Il Primo Ministro giapponese appoggia il rilascio congiunto di petrolio da parte dell'AIE mentre la guerra in Iran continua.
TOKYO – Mercoledì il Primo Ministro giapponese Sanae Takaichi ha espresso il proprio sostegno a un possibile ulteriore rilascio congiunto di riserve petrolifere da parte dell'Agenzia Internazionale dell'Energia per far fronte alle perturbazioni nei mercati energetici derivanti dal conflitto tra Stati Uniti e Israele con l'Iran.
Durante il loro incontro a Tokyo, Takaichi ha chiesto al direttore esecutivo dell'AIE, Fatih Birol, di "preparare, se possibile, un ulteriore rilascio coordinato" delle scorte petrolifere da parte dei 32 paesi membri dell'organismo con sede a Parigi "nel caso in cui la situazione dovesse persistere".
Un approvvigionamento energetico stabile è vitale per il Giappone, che si rifornisce di quasi tutto il suo petrolio greggio dall'estero e dipende dal Medio Oriente per oltre il 90% delle sue importazioni di petrolio greggio.
Dallo scoppio della guerra con gli Stati Uniti e Israele alla fine del mese scorso, l'Iran ha di fatto bloccato lo Stretto di Hormuz, una vitale via navigabile globale attraverso la quale transita circa il 20% delle forniture mondiali di petrolio, alimentando le preoccupazioni sull'approvvigionamento e provocando un'impennata dei prezzi del greggio.
All'inizio di questo mese, i paesi membri dell'AIE hanno iniziato a rilasciare riserve strategiche di petrolio per un totale di oltre 400 milioni di barili, la prima azione coordinata di questo tipo dal 2022, anno in cui la Russia ha lanciato l'invasione su vasta scala dell'Ucraina.
Secondo un comunicato stampa dell'AIE, dei rilasci coordinati dell'AIE, 79,8 milioni di barili provengono dal Giappone, il secondo maggiore tra i membri dell'AIE, dopo gli Stati Uniti, che rappresentano 172,2 milioni di barili.

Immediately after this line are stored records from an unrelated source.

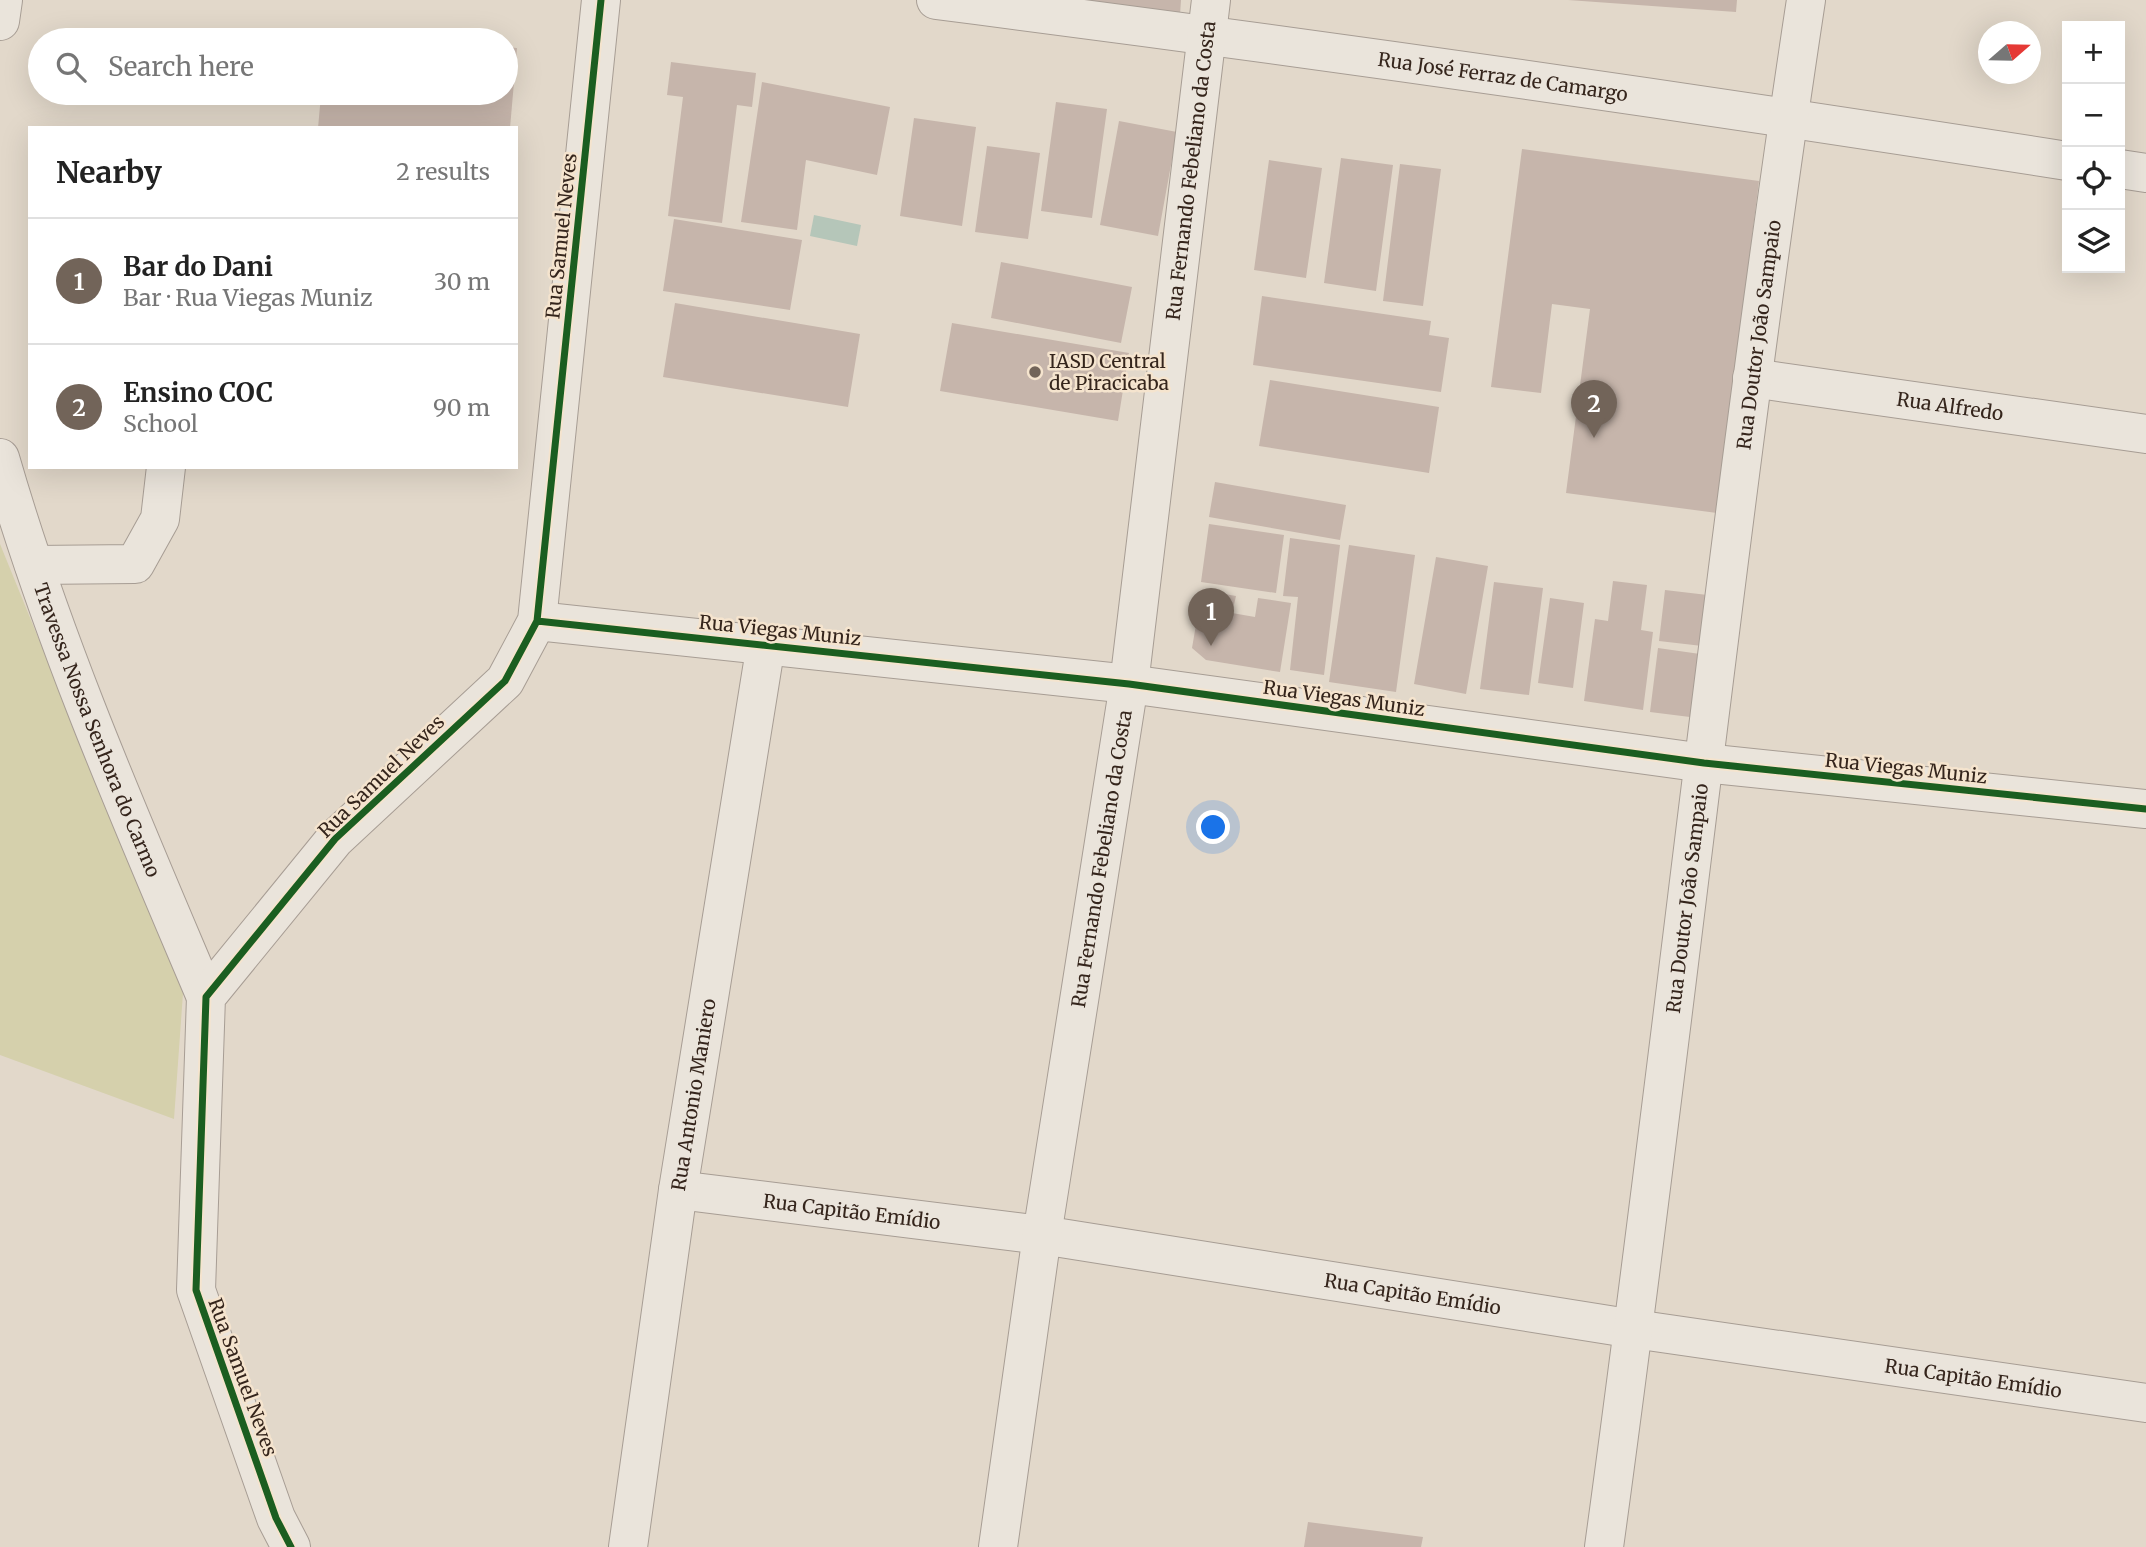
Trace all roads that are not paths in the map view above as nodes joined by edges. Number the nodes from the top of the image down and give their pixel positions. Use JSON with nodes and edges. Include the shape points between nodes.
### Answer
{"nodes":[{"id":1,"x":3,"y":0,"type":"edge"},
{"id":2,"x":601,"y":0,"type":"edge"},
{"id":3,"x":936,"y":0,"type":"edge"},
{"id":4,"x":1806,"y":0,"type":"edge"},
{"id":5,"x":1209,"y":17,"type":"edge"},
{"id":6,"x":0,"y":20,"type":"edge"},
{"id":7,"x":1788,"y":117,"type":"junction"},
{"id":8,"x":2062,"y":160,"type":"edge"},
{"id":9,"x":2125,"y":170,"type":"edge"},
{"id":10,"x":2146,"y":173,"type":"edge"},
{"id":11,"x":1752,"y":377,"type":"junction"},
{"id":12,"x":2146,"y":434,"type":"edge"},
{"id":13,"x":0,"y":458,"type":"edge"},
{"id":14,"x":166,"y":469,"type":"edge"},
{"id":15,"x":34,"y":565,"type":"junction"},
{"id":16,"x":537,"y":621,"type":"junction"},
{"id":17,"x":766,"y":644,"type":"junction"},
{"id":18,"x":1129,"y":684,"type":"junction"},
{"id":19,"x":1704,"y":763,"type":"junction"},
{"id":20,"x":2146,"y":809,"type":"edge"},
{"id":21,"x":206,"y":997,"type":"junction"},
{"id":22,"x":678,"y":1190,"type":"junction"},
{"id":23,"x":1042,"y":1235,"type":"junction"},
{"id":24,"x":1634,"y":1329,"type":"junction"},
{"id":25,"x":2146,"y":1403,"type":"edge"},
{"id":26,"x":291,"y":1547,"type":"edge"},
{"id":27,"x":628,"y":1547,"type":"edge"},
{"id":28,"x":998,"y":1547,"type":"edge"},
{"id":29,"x":1604,"y":1547,"type":"edge"}],
"edges":[{"from":1,"to":6,"type":"street"},
{"from":2,"to":16,"type":"street","name":"Rua Samuel Neves"},
{"from":3,"to":5,"type":"street","name":"Rua José Ferraz de Camargo"},
{"from":4,"to":7,"type":"street","name":"Rua Doutor João Sampaio"},
{"from":5,"to":7,"type":"street","name":"Rua José Ferraz de Camargo"},
{"from":5,"to":18,"type":"street","name":"Rua Fernando Febeliano da Costa"},
{"from":7,"to":8,"type":"street","name":"Rua José Ferraz de Camargo"},
{"from":7,"to":11,"type":"street","name":"Rua Doutor João Sampaio"},
{"from":9,"to":10,"type":"street"},
{"from":11,"to":12,"type":"street","name":"Rua Alfredo"},
{"from":11,"to":19,"type":"street","name":"Rua Doutor João Sampaio"},
{"from":13,"to":15,"type":"street","name":"Travessa Nossa Senhora do Carmo"},
{"from":14,"to":15,"type":"street","via":[[160,519],[135,564]]},
{"from":15,"to":21,"type":"street","name":"Travessa Nossa Senhora do Carmo","via":[[119,791]]},
{"from":16,"to":17,"type":"street","name":"Rua Viegas Muniz"},
{"from":16,"to":21,"type":"street","name":"Rua Samuel Neves","via":[[505,681],[335,839]]},
{"from":17,"to":18,"type":"street","name":"Rua Viegas Muniz"},
{"from":17,"to":22,"type":"street","name":"Rua Antonio Maniero"},
{"from":18,"to":19,"type":"street","name":"Rua Viegas Muniz"},
{"from":18,"to":23,"type":"street","name":"Rua Fernando Febeliano da Costa"},
{"from":19,"to":20,"type":"street","name":"Rua Viegas Muniz"},
{"from":19,"to":24,"type":"street","name":"Rua Doutor João Sampaio"},
{"from":21,"to":26,"type":"street","name":"Rua Samuel Neves","via":[[195,1290],[276,1518]]},
{"from":22,"to":23,"type":"street","name":"Rua Capitão Emídio"},
{"from":22,"to":27,"type":"street","name":"Rua Antonio Maniero"},
{"from":23,"to":24,"type":"street","name":"Rua Capitão Emídio"},
{"from":23,"to":28,"type":"street","name":"Rua Fernando Febeliano da Costa"},
{"from":24,"to":25,"type":"street","name":"Rua Capitão Emídio"},
{"from":24,"to":29,"type":"street","name":"Rua Doutor João Sampaio"}]}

Birol ha affermato che l'AIE è pronta a proseguire l'azione coordinata, con i suoi membri che detengono ancora scorte totali per oltre 1,4 miliardi di barili, anche dopo la loro prima emissione congiunta, la più grande di sempre.
"Per difendere la vita delle persone e le nostre industrie, collaboreremo strettamente con l'AIE", ha dichiarato Takaichi a Birol, mentre il direttore generale dell'AIE ha espresso la sua gratitudine per la sua "leadership" e ha sottolineato l'importanza degli sforzi internazionali per affrontare la situazione attuale.
In Giappone, il 16 marzo è iniziato il rilascio delle riserve petrolifere del settore privato, sufficienti per 15 giorni, mentre il rilascio delle riserve governative, sufficienti per un mese, dovrebbe iniziare giovedì.
Alla fine del 2025, il Giappone deteneva circa 470 milioni di barili di riserve petrolifere, equivalenti a 254 giorni di consumo interno, di cui 146 giorni erano di proprietà dello Stato, 101 giorni erano detenuti dal settore privato e la parte restante era stoccata congiuntamente dai paesi produttori di petrolio.
Il Giappone, in una dichiarazione congiunta con cinque paesi europei la scorsa settimana, ha condannato "con la massima fermezza" la chiusura di fatto dello Stretto di Hormuz da parte dell'Iran, esprimendo la propria "disponibilità a contribuire agli sforzi necessari per garantire il passaggio sicuro" attraverso questa via navigabile fondamentale.
Il modo in cui il Giappone, con le limitate possibilità di ricorso all'autodifesa collettiva consentite dalla sua Costituzione che rinuncia alla guerra, potrebbe contribuire alla sicurezza nello stretto è stato uno degli argomenti discussi durante l'incontro tra Takaichi e il presidente statunitense Donald Trump a Washington lo scorso giovedì.
Durante una sessione parlamentare tenutasi mercoledì, Takaichi ha affermato che Trump aveva chiesto al Giappone un contributo di questo tipo, ma che lei aveva ottenuto la sua "comprensione" spiegando cosa il Giappone "può e non può fare nel rispetto della legge".
Prima del vertice tra Stati Uniti e Giappone, Trump aveva chiesto a diversi paesi, tra cui il Giappone, di inviare navi da guerra per contribuire a garantire la sicurezza della navigazione nello Stretto di Hormuz.
Nel frattempo, Washington ha inviato a Teheran, tramite intermediari, un piano in 15 punti per porre fine alla guerra, chiedendo all'Iran di smantellare i suoi tre principali siti nucleari, sospendere il programma missilistico balistico e riaprire completamente lo stretto, secondo quanto riportato dal Wall Street Journal, che cita funzionari governativi.